Have you heard about the recent school climate strikes through the news, Twitter, or Instagram? In the last month alone, 1.6 million students around the world have participated in Friday demonstrations instead of attending school, demanding government action on climate change.
This movement was started by Greta Thunberg, a sixteen-year-old student who sat outside the Swedish parliament every Friday to call for the reduction of carbon emissions.
Fridays for Future
Since the beginning of the “Fridays for Future” movement in August 2018, hundreds of thousands of students across all continents have left their classrooms and joined the climate march. At the same time, some people have been claiming that it “promotes truancy,” and that students should be back at school.
Greta responds to this in an interview with the Guardian: “They are desperately trying to change the subject whenever the school strikes come up. They know they can’t win this fight because they haven’t done anything.”
With worsening climate destruction, students are choosing to put their grades at stake to fight for their own future. Many see this as an act of defiance, as they feel it is pointless to study when their future is being torn down in front of their eyes. “Some people say that we are fighting for our future. But that is not true […] We are fighting for everyone’s future,” says Greta.
Climate Change in Romania
There is evidence that proves that the climate in Romania is changing. In 2005, Romania was hit by a massive flood that resulted in 31 deaths. Two years later, the country experienced the most severe drought in the last 60 years, and recorded the highest average temperature in past two decades.
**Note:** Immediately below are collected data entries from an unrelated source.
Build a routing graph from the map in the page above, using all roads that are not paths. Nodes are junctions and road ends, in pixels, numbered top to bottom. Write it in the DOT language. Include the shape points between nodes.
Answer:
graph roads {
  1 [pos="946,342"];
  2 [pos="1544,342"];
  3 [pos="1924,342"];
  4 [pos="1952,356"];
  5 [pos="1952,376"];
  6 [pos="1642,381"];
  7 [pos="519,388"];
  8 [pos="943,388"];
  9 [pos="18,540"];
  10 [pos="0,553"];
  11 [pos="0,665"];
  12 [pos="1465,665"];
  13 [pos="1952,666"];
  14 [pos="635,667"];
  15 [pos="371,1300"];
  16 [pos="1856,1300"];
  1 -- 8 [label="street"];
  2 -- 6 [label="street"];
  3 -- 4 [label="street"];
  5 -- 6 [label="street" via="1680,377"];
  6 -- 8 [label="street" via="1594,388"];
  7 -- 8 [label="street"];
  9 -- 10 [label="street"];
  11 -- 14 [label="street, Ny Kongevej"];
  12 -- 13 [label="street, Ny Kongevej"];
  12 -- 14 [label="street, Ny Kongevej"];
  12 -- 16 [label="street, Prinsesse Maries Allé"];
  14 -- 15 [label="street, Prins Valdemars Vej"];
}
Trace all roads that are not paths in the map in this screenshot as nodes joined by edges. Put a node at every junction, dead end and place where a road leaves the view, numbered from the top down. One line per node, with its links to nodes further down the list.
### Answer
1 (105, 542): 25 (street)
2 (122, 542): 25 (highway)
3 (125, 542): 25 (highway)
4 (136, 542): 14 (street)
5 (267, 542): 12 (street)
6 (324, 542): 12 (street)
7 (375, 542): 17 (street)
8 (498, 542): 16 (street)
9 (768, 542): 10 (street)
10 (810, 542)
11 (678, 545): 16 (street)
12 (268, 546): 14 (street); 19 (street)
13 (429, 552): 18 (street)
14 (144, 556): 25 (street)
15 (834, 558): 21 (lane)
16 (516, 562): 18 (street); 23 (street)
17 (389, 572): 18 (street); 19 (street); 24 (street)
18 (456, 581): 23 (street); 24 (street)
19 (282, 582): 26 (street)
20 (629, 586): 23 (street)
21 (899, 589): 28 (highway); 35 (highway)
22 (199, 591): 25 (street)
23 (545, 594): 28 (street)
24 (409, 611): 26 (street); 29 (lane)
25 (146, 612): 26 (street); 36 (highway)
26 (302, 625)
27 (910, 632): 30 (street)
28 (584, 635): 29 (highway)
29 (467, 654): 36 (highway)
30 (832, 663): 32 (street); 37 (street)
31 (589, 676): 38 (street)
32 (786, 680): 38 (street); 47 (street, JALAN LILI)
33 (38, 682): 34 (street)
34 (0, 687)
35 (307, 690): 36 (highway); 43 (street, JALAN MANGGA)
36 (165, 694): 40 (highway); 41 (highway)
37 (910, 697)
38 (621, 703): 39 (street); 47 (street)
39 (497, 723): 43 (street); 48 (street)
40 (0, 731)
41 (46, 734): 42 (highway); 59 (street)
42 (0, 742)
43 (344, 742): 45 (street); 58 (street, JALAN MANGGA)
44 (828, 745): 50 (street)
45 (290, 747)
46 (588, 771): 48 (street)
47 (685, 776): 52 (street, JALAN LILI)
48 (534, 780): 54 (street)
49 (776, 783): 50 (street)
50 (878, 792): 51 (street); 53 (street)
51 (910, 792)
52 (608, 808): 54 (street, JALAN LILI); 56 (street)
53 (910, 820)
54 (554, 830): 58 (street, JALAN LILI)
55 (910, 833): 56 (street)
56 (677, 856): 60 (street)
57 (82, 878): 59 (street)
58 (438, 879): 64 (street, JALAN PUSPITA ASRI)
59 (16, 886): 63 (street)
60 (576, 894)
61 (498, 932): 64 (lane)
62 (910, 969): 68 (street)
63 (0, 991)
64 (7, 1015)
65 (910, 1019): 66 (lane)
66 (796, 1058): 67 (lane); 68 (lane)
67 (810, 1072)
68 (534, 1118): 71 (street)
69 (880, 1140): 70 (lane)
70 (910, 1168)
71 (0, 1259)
Meanwhile, Romania is a signatory of the Kyoto Protocol, an international treaty that aims to reduce greenhouse gas emissions. The country is also a member of the EU, who have set targets to generate 20% of their energy from renewables sources. As a result, the CO2 emission per capita has been on a constant decrease since 1997, with 3.98 metric tons in 2019.
Although this shows that Romania has been investing some efforts to tackle climate change, the reduction rate is minimal and the EU remains far from achieving their 2020 target.
Reducing Climate Change at AISB
The student-led Eco Council has taken many actions to minimize our school’s environmental impact in the past year.
A few months ago, AISB adopted the Environmental Policy which addresses its objectives regarding the management of plastic, food, and paper waste – as well as the promotion of environment-related programs at the school.
AISB has also become more energy conscious; for example, most of the traditional incandescent lighting in the secondary building have been replaced with more energy-efficient LED light bulbs.
The new Early Learning Center also runs solely on solar panels. Eco Council leader Marion Siekierski explains, “This system generates energy for the entire ELC building, but also for the other buildings if they have access to the ‘grid’ (photovoltaic panels).”
Siekierski is overall satisfied with the progress that our school has made in the past years, and notes particular admiration for the new Environmental Systems and Societies (ESS DP . “I’m happy that the school is running the environmental systems and societies (ESS) DP science course. It just started this year, and I think it is running in the right direction.”
To move forward, Siekierski believes the school should further strengthen the environmental curriculum that looks at ways and mechanisms we can deal with climate change as members of society.